What’s wrong with that analysis? It suffers from the uncomfortable fact that the General Theory does not contain an explanation of unemployment that is consistent with rational behavior by profit seeking firms in the labor market. There is no coherent theory of unemployment in the General Theory; there is simply an assertion that households are not on their labor supply curves. That lacuna pervades all of the new-Keynesian models developed before the 2007 crisis and many of those developed since. In almost all of these models there is no unemployment since households are always on their labor supply schedules. A recession is, to quote James Tobin, “a sudden attack of contagious laziness”.
There is a group of DSGE models that account for unemployment by combining search theoretic models of the labor market with inter-temporal choice by maximizing households. These models are surveyed in a piece I wrote for a special issue of Macroeconomic Dynamics that is available here. In these models there is a coherent account of the idea that there may be a continuum of steady state unemployment rates, and unlike bastard Keynesian analysis, the problem is real not monetary. That is a disturbing thought to those who would boost demand by purely monetary means since it suggests the possibility that we may end up with 8% unemployment and high inflation simultaneously.
Nothing I have said so far is inconsistent with the notion that fiscal policy is the answer to our dilemma. That is where we would be wise to ask ourselves the first question posed in my introductory paragraph. What causes large sustained shocks to aggregate demand? The answer to that question is contained in a second strand of research that I have been engaged in both individually, here, and jointly here. Competitive unregulated financial markets cannot be expected to find the “right” relative price of capital except by chance, for the reasons expounded more than thirty years ago in a research agenda that was initiated at the University of Pennsylvania. Demand shifts occur when rational forward looking agents, all of whom have rational expectations of future prices, revise their beliefs of what will occur in the future. Agents are rational. Markets are not.
This brings me back to the correct policy response. Monetary policy has two dimensions. One is the expansion of central bank balance sheets to increase the money supply with the goal of boosting nominal demand. The second is a change in the composition of the balance sheet with the goal of influencing the relative price of assets, with the goal of boosting real aggregate demand.Willem Buiter has called the first policy; quantitative easing and the second; qualitative easing.We need more qualitative easing.We may need a bigger government sector; but that is a logically separate question from the issue of how to cure the unemployment problem.

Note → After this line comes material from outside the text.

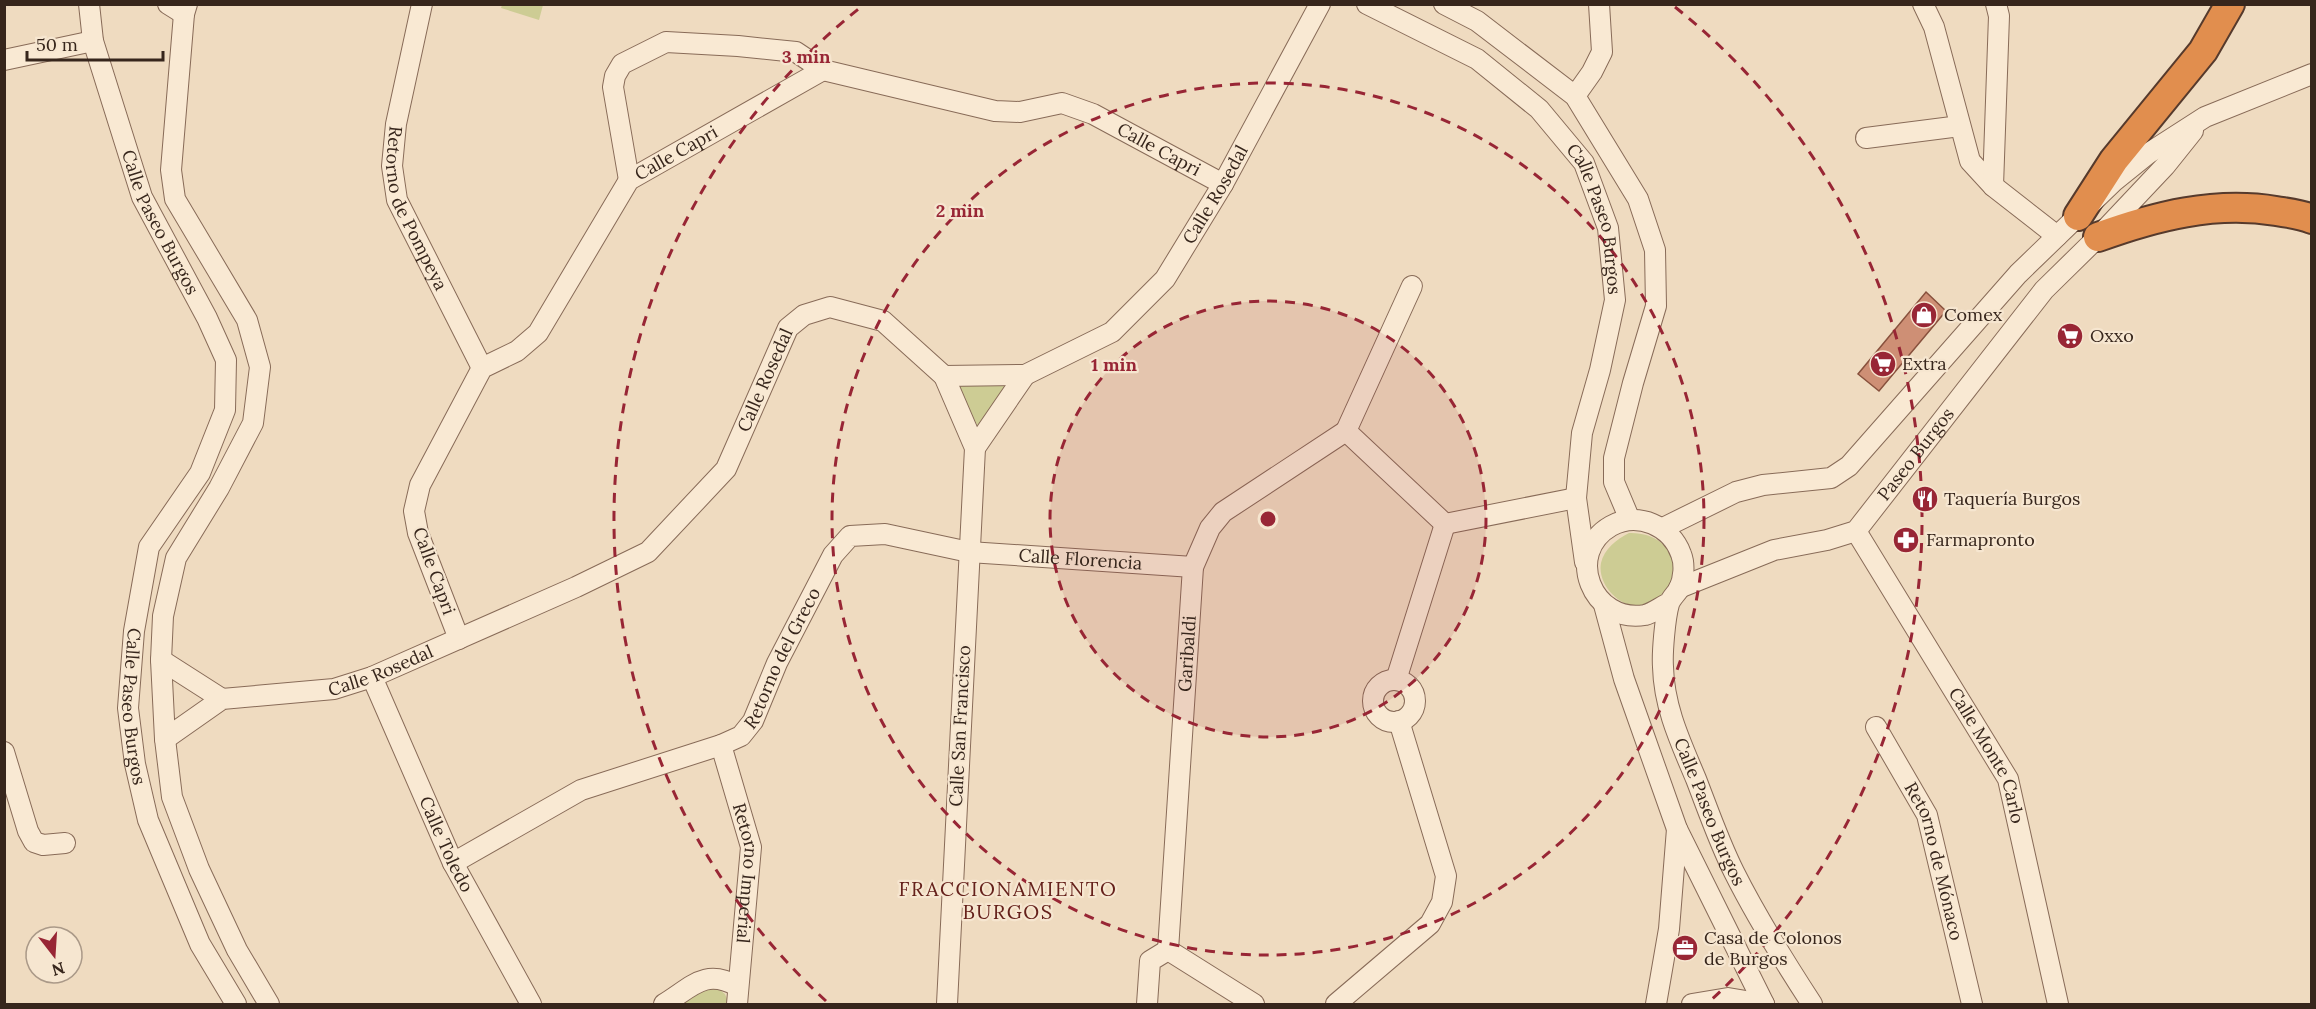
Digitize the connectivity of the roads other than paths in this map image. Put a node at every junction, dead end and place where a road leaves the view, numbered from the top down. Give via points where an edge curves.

Will a big fiscal expansion cure the unemployment problem? Probably. But the only time it was unambiguously successful in the US was during WWII when government went from 15% of the economy to 50% in the space of two years.We could put all of the unemployed people into the army. I do not think that is the right response. Alternatively, we could give private companies the incentive to employ more people by moving the economy from a high unemployment equilibrium to a low unemployment equilibrium. That solution would require bloggers, politicians, journalists and policy makers to consider some new ideas.